Righ and Speireag were two Highland dogs who lived in a beautiful valley not far from the west coast of Scotland, where high hills slope down to the shores of a blue loch, and the people talk a strange language quite different from English, or even from French, or German, or Latin, which is called Gaelic.

The name ‘Righ,’ means a king, and ‘Speireag’ means a sparrow-hawk, but they are words no one, except a Highlander, can pronounce properly. However, the dogs had a great many friends who could not talk Gaelic, and when English-speaking people called them ‘Ree’ and ‘Spearah,’ they would always answer.

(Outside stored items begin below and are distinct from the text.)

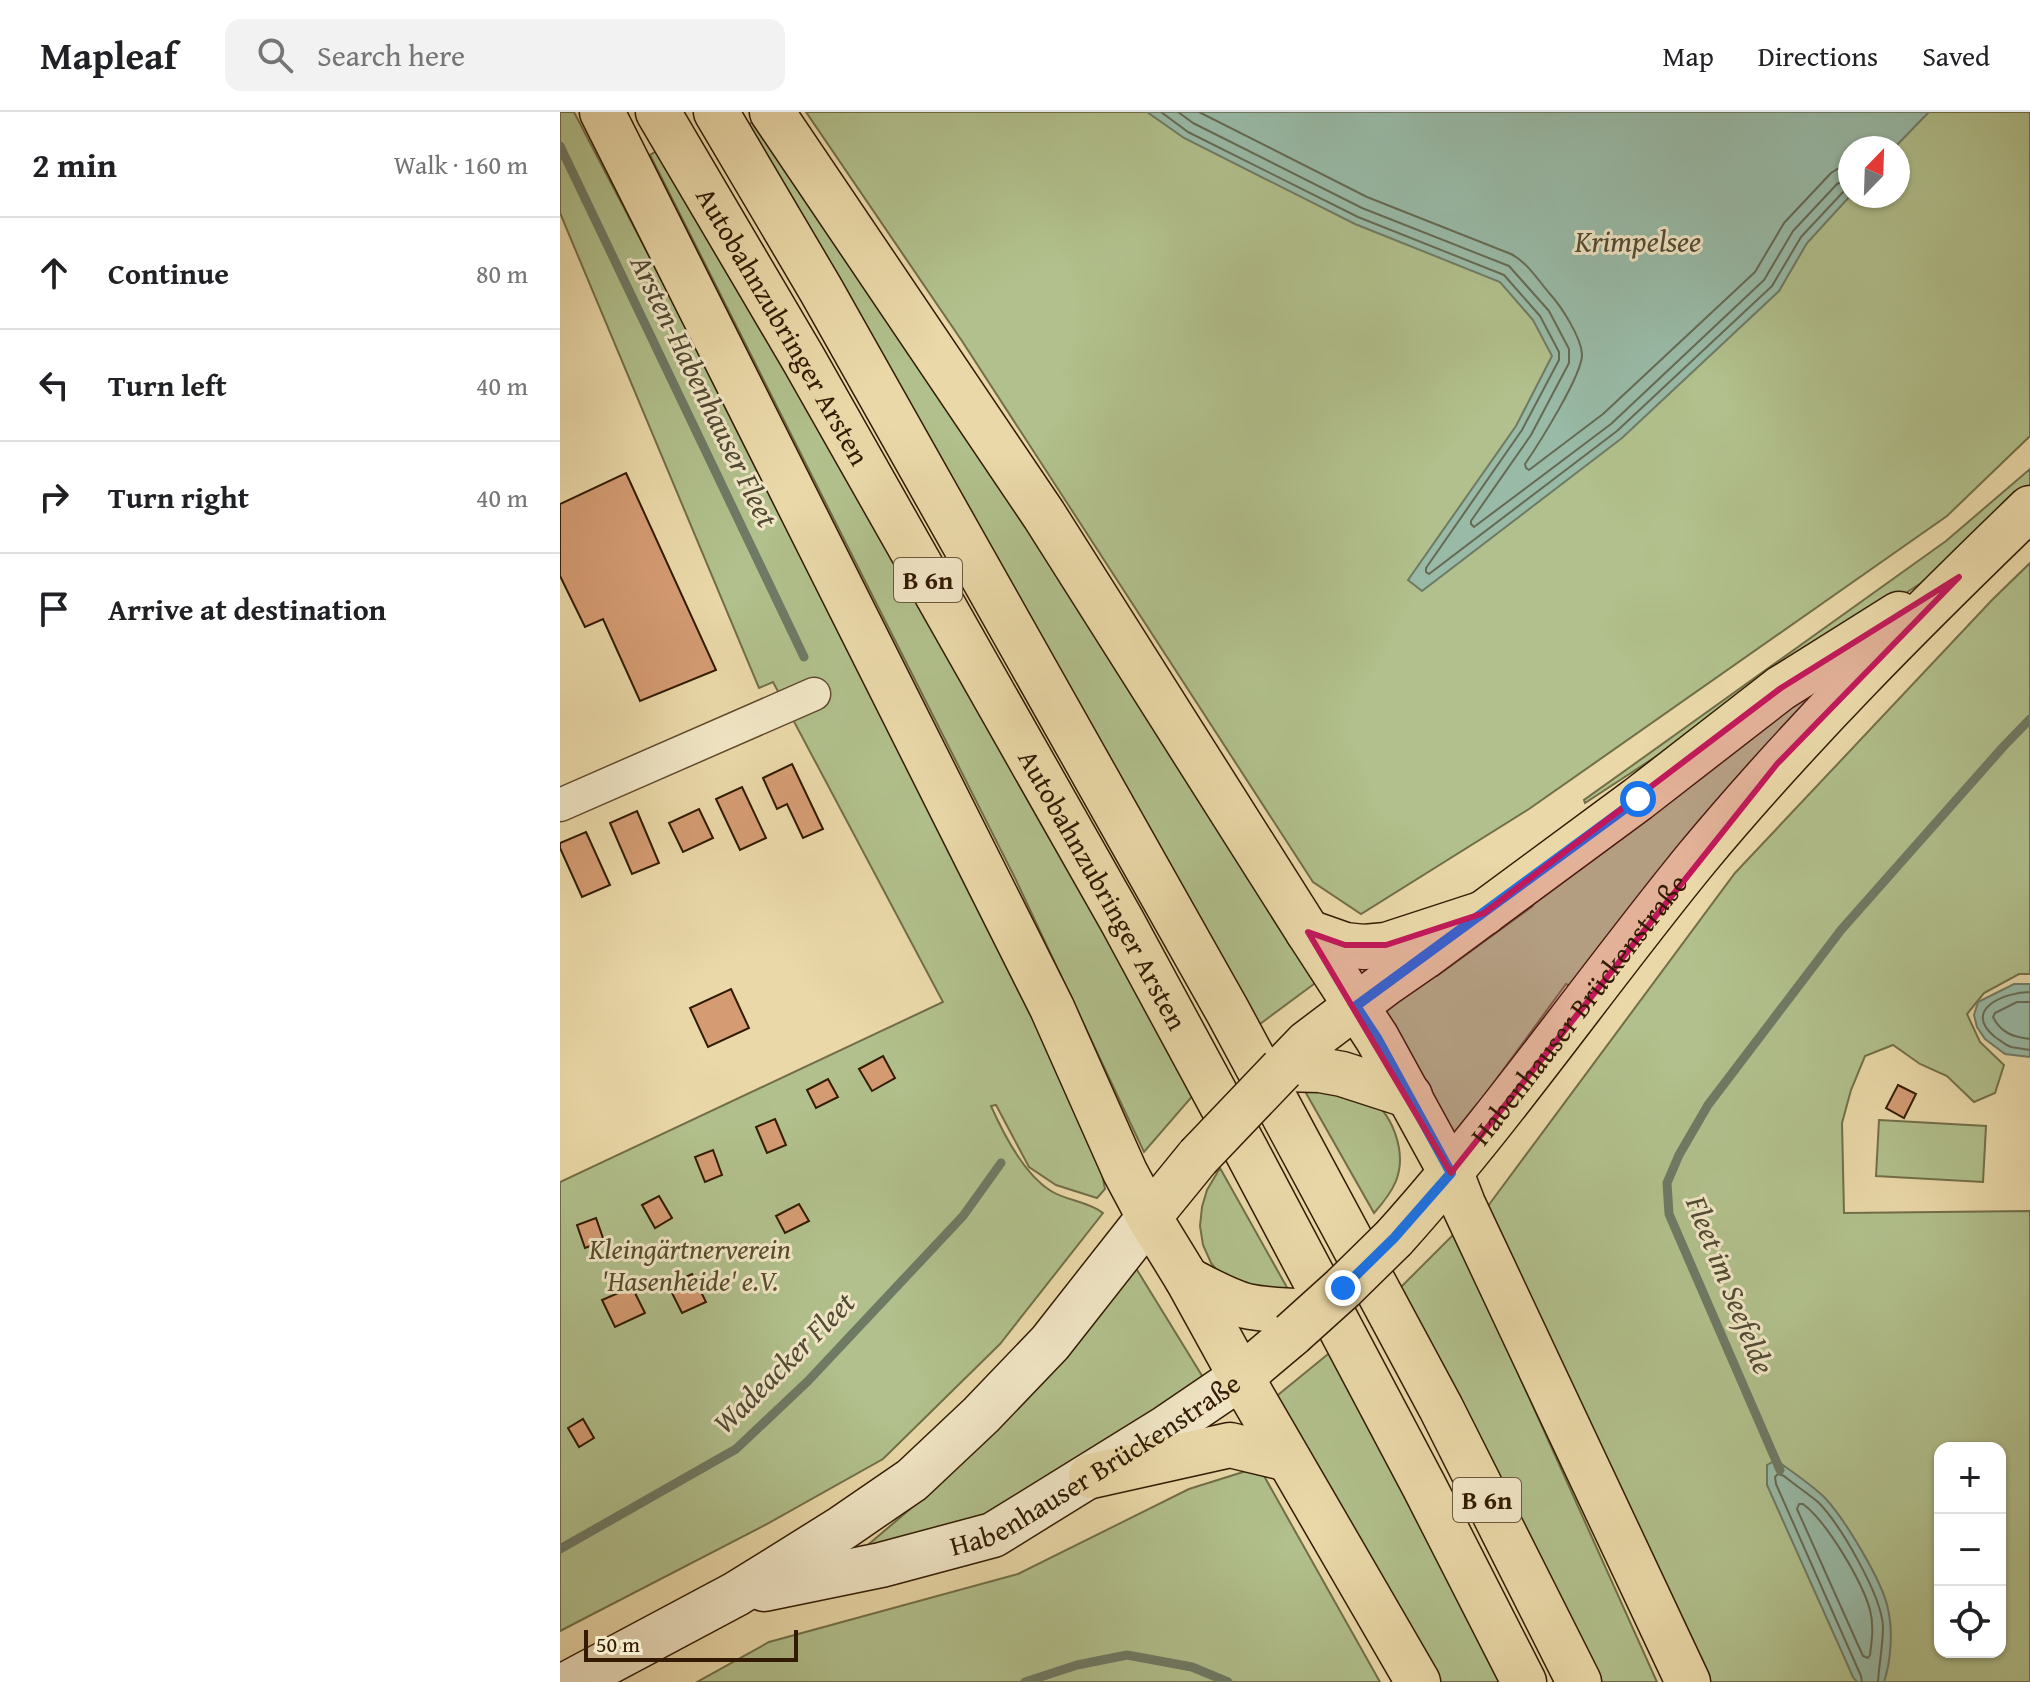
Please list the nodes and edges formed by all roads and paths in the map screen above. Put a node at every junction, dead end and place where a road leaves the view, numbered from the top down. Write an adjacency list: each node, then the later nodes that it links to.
1 (602, 112): 15 (main road)
2 (658, 112): 24 (main road, Autobahnzubringer Arsten / B 6n)
3 (716, 112): 25 (main road, Autobahnzubringer Arsten / B 6n)
4 (772, 112): 9 (main road)
5 (2030, 508): 6 (main road, Habenhauser Brückenstraße)
6 (1959, 577): 10 (main road, Habenhauser Brückenstraße); 14 (main road, Habenhauser Brückenstraße)
7 (814, 694): 8 (street)
8 (560, 805)
9 (1308, 932): 10 (main road, Habenhauser Brückenstraße); 11 (main road)
10 (1417, 947): 11 (main road, Habenhauser Brückenstraße)
11 (1356, 1006): 12 (main road, Habenhauser Brückenstraße); 13 (main road)
12 (1303, 1061): 13 (main road); 15 (main road, Habenhauser Brückenstraße, bridge)
13 (1410, 1096): 14 (main road)
14 (1451, 1173): 17 (main road, Habenhauser Brückenstraße, bridge); 26 (main road)
15 (1149, 1217): 16 (main road); 21 (main road, Habenhauser Brückenstraße)
16 (1187, 1279): 17 (main road); 18 (main road)
17 (1296, 1319): 18 (main road, Habenhauser Brückenstraße)
18 (1241, 1377): 19 (main road); 20 (main road, Habenhauser Brückenstraße)
19 (1288, 1459): 20 (main road); 23 (main road)
20 (1091, 1476): 21 (main road, Habenhauser Brückenstraße)
21 (736, 1594): 22 (main road, Habenhauser Brückenstraße)
22 (571, 1682)
23 (1418, 1682)
24 (1524, 1682)
25 (1579, 1682)
26 (1688, 1682)

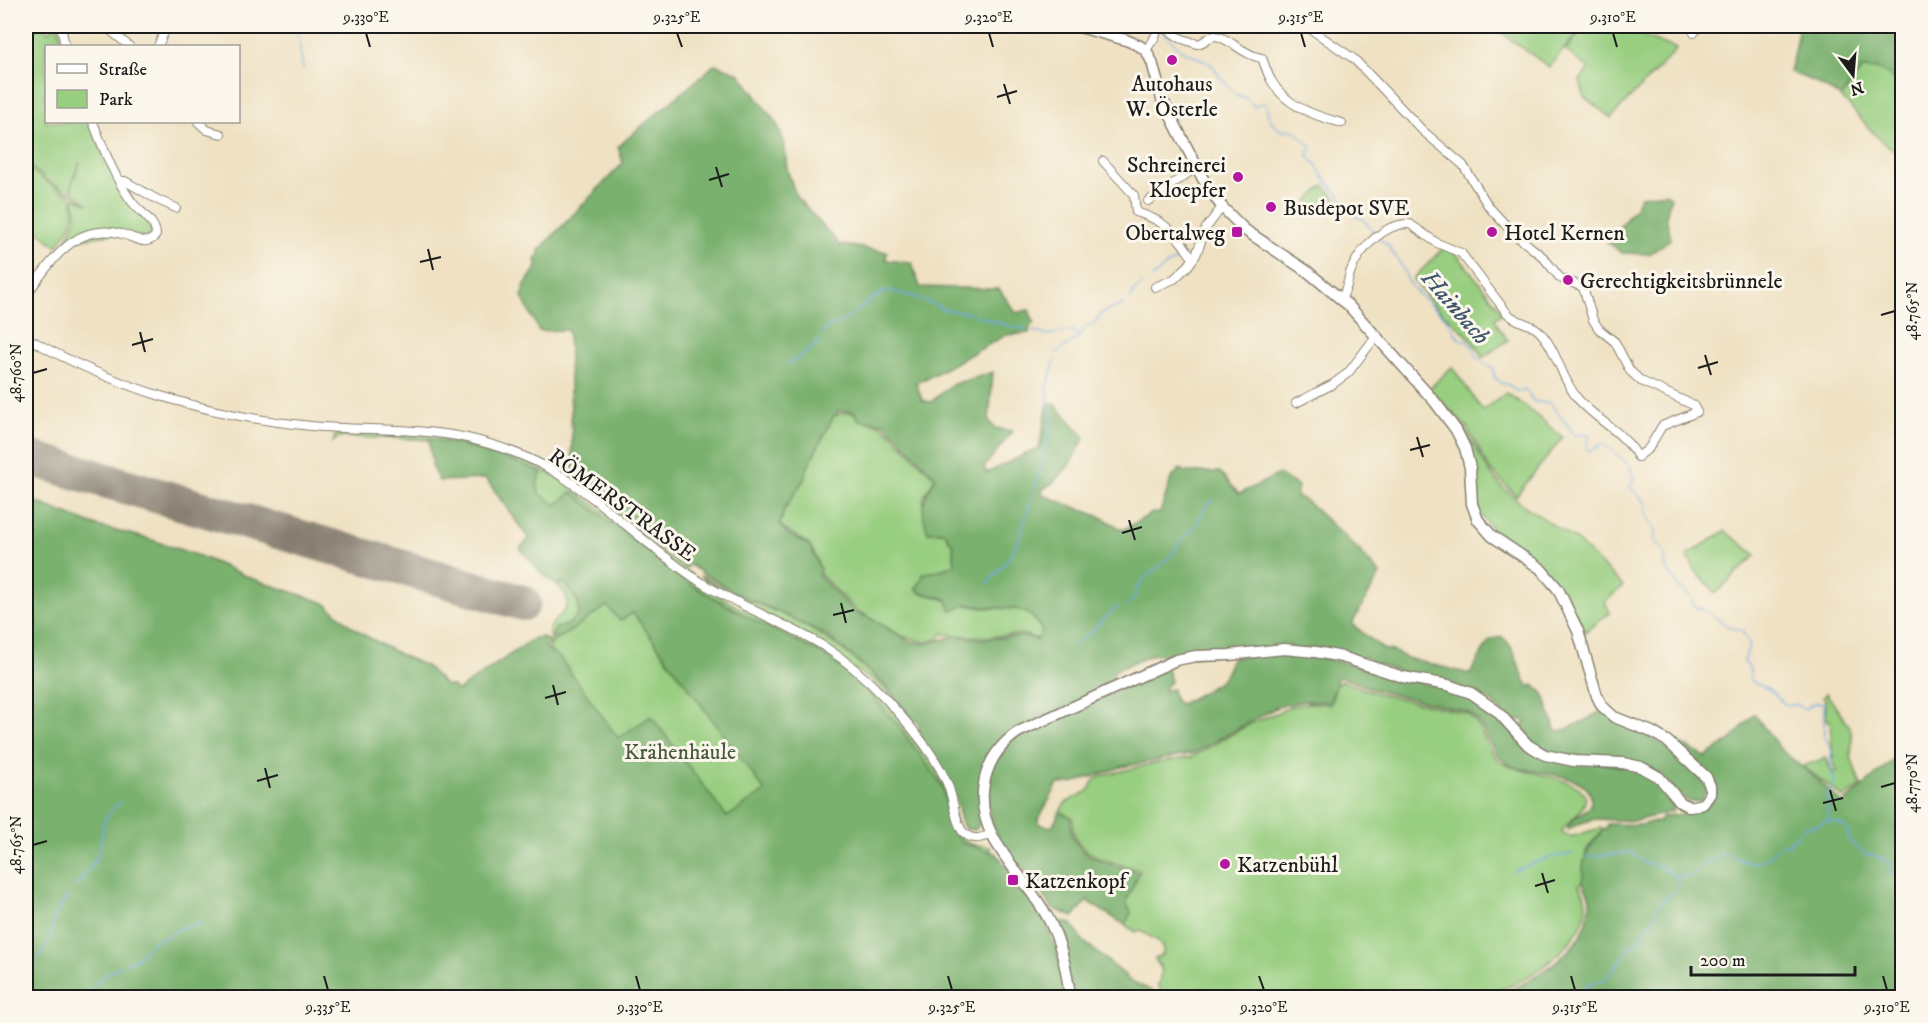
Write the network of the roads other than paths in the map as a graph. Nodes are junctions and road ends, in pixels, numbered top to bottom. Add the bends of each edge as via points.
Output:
1 (61, 26) edge
2 (105, 26) edge
3 (167, 26) edge
4 (1076, 26) edge
5 (1306, 26) edge
6 (1159, 27) edge
7 (65, 45) edge
8 (128, 45) edge
9 (158, 45) edge
10 (1146, 50) junction
11 (97, 123) edge
12 (199, 123) edge
13 (1342, 123) dead end
14 (221, 134) dead end
15 (1103, 161) dead end
16 (1197, 167) junction
17 (119, 181) junction
18 (1148, 201) dead end
19 (1222, 207) junction
20 (176, 208) dead end
21 (1194, 258) junction
22 (1155, 287) dead end
23 (26, 295) edge
24 (1341, 298) junction
25 (1377, 336) junction
26 (26, 337) edge
27 (1296, 403) dead end
28 (992, 834) junction
29 (1070, 998) edge

1 - 7 street
2 - 8 street
3 - 9 street
4 - 10 main road
5 - 24 street via 1354,59 1461,163 1488,205 1560,278 1583,287 1595,323 1614,340 1630,371 1641,381 1693,405 1697,412 1662,426 1651,446 1638,457 1576,397 1541,334 1504,311 1461,253 1437,243 1409,223 1378,236 1353,267
6 - 10 street
6 - 13 street via 1197,44 1220,37 1250,56 1262,58 1274,84 1295,105
10 - 16 main road via 1161,95
11 - 17 street
12 - 14 street
15 - 21 street via 1134,195 1136,212 1161,222
16 - 18 street
16 - 19 main road
17 - 20 street
17 - 23 street via 154,226 155,238 144,242 104,232 82,237 62,250
19 - 21 street via 1206,228
19 - 24 main road via 1245,230
21 - 22 street via 1178,277
24 - 25 main road
25 - 27 street via 1345,375
25 - 28 main road via 1462,441 1478,520 1492,536 1528,558 1561,593 1585,649 1602,706 1619,720 1661,737 1709,782 1709,798 1694,807 1684,804 1659,777 1638,766 1574,761 1538,751 1494,708 1458,688 1408,678 1338,656 1278,650 1176,660 1018,732 997,750 984,779 983,803
26 - 28 street, RÖMERSTRASSE via 123,383 210,409 309,426 455,436 538,463 579,489 693,577 816,642 855,669 890,704 936,763 962,831 973,838
28 - 29 main road via 1054,930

Righ was a great tawny deerhound, tall and slender, very stately, as a king should be, and as gentle as he was strong. He had a rough coat and soft brown eyes, set rather near together, and very bright and watchful. His chief business in life was to watch the faces of his friends, and to obey their wishes quickly, to take his long limbs away from the drawing-room hearth-rug when the butler came in to put on the coals, not to get in the way more than so big a dog could help, and not to get too much excited when anything in the conversation suggested the likelihood of a walk. But his father and all his ancestors had led very different lives; they had been trained to go out on the mountains with men who hunted the wild deer, and to help them in the chase, for the deerhounds run with long bounds and are as fleet as the stag himself. Then, when the beautiful creature had been killed, it was their duty to guard the body, and to see that carrion crows, and eagles, and other wild birds should not molest it. But Righ’s master was a Bishop, who, though he lived quite near to a great deer forest, and often took his dogs over the hills to where the deer lived, never killed anything, but loved to see all his fellow-creatures happy among the things they liked best.